--- Information ---

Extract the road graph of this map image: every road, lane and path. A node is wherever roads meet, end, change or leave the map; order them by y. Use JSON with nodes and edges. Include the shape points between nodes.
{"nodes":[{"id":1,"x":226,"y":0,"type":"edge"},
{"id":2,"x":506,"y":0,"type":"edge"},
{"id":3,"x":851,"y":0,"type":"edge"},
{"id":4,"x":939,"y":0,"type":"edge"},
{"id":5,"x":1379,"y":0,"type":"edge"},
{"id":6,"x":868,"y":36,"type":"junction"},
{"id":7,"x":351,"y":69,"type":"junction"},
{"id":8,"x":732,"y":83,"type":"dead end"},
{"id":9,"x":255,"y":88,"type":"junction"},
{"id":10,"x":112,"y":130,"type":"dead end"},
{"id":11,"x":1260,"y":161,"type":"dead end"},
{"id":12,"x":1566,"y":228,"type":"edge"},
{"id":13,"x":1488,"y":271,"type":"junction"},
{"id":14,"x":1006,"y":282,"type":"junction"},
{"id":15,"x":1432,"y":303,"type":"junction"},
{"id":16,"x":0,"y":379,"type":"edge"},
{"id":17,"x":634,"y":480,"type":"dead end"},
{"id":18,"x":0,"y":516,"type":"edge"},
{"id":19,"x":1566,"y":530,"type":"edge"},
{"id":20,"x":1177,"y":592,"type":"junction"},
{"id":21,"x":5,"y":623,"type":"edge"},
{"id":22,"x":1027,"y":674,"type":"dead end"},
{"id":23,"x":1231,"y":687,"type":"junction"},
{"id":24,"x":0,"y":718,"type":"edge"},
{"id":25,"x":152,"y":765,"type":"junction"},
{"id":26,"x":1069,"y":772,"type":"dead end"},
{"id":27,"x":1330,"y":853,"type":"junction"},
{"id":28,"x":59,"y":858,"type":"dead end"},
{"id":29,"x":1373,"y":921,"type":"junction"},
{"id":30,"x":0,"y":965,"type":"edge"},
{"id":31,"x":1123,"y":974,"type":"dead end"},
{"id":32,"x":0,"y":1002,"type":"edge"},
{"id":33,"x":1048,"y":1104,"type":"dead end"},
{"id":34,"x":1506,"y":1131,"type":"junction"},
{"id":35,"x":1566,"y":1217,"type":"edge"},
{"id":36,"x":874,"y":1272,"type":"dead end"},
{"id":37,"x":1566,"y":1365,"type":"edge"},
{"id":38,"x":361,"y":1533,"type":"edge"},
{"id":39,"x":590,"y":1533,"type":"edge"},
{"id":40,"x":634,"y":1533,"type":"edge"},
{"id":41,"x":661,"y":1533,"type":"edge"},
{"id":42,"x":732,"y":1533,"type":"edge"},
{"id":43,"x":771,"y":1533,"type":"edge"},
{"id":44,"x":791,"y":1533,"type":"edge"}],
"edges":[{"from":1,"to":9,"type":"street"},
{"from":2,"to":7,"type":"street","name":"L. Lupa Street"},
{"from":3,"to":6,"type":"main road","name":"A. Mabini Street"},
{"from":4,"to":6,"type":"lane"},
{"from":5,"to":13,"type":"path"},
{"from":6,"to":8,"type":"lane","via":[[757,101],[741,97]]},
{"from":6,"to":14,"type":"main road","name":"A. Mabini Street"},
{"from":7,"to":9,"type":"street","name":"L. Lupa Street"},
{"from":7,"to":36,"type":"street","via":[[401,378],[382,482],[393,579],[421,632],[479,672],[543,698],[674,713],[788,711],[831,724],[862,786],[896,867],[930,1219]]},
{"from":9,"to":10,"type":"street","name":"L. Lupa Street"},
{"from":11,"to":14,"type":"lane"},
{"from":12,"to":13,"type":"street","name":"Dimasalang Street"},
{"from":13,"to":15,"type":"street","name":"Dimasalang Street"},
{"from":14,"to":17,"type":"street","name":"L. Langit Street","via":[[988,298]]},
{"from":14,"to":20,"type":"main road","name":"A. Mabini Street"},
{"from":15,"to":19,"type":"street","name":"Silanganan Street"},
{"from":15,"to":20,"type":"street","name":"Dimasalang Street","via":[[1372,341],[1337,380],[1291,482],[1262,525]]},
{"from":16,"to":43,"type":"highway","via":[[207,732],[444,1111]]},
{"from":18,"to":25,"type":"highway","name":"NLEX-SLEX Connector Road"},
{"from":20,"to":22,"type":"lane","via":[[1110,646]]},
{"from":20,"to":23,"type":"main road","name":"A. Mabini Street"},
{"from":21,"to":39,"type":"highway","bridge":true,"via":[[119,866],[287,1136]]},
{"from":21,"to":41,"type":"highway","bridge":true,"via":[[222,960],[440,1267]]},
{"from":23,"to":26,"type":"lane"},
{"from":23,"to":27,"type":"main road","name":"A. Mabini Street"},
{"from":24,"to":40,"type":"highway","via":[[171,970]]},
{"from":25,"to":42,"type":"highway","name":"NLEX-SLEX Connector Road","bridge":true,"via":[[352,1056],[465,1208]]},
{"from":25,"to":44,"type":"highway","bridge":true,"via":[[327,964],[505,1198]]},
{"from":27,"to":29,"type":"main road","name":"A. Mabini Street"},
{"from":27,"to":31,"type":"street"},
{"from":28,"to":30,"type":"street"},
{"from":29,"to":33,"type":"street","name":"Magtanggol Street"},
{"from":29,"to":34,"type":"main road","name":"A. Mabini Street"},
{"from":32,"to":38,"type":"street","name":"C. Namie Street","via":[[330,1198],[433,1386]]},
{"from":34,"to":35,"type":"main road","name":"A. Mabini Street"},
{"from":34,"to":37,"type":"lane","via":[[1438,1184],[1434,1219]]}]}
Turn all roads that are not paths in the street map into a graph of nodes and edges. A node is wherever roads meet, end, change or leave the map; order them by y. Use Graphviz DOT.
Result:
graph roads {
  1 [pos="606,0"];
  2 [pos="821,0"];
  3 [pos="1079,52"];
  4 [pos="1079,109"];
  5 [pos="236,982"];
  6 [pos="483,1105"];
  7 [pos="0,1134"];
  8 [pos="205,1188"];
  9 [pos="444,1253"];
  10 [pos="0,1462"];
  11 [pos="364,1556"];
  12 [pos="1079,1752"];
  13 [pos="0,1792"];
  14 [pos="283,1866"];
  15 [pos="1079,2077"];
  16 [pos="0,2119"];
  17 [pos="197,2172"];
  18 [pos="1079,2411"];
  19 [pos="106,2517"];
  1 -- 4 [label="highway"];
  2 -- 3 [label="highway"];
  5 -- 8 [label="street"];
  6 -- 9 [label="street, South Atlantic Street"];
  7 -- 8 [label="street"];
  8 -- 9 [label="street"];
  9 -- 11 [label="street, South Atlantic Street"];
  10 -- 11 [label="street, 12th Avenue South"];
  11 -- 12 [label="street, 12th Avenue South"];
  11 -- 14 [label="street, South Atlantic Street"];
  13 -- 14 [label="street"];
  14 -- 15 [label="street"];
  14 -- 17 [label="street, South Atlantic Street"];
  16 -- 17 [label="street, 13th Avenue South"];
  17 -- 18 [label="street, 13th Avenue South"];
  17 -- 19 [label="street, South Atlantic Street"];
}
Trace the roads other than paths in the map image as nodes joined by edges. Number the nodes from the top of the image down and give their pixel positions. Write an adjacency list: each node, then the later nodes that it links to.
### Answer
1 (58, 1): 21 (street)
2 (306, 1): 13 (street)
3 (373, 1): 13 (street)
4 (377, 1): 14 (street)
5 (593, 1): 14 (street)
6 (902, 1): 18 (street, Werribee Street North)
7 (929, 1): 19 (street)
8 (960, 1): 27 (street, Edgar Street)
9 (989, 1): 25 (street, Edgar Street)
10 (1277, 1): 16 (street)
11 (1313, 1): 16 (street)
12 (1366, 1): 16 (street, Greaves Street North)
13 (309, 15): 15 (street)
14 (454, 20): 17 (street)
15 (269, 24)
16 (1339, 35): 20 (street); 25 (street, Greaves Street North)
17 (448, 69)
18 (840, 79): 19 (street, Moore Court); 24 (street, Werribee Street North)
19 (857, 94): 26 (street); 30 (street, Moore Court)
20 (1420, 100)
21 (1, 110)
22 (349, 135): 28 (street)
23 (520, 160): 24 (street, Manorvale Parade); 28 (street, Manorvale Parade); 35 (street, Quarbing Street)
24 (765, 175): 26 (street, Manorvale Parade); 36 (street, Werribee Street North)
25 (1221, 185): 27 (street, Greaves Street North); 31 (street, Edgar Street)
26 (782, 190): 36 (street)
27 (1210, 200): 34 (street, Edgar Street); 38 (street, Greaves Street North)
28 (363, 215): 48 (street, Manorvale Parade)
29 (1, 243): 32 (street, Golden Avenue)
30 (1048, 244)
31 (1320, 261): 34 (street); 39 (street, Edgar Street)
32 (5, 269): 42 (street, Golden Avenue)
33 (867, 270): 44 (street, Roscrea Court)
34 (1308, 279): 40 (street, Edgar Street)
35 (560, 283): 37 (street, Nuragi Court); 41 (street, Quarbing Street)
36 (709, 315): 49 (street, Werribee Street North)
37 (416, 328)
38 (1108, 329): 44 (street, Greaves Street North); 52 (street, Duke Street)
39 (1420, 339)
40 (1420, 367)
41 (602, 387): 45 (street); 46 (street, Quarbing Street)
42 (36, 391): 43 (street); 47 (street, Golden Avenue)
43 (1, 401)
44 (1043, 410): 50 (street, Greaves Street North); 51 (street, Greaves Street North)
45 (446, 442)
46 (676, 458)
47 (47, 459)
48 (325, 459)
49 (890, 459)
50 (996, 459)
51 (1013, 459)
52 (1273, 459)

---

■ Problem description ■
Copy out every line of the data in which the word "Avenue" is found.

■ Response to this exercise ■
  10 -- 11 [label="street, 12th Avenue South"];
  11 -- 12 [label="street, 12th Avenue South"];
  16 -- 17 [label="street, 13th Avenue South"];
  17 -- 18 [label="street, 13th Avenue South"];
29 (1, 243): 32 (street, Golden Avenue)
32 (5, 269): 42 (street, Golden Avenue)
42 (36, 391): 43 (street); 47 (street, Golden Avenue)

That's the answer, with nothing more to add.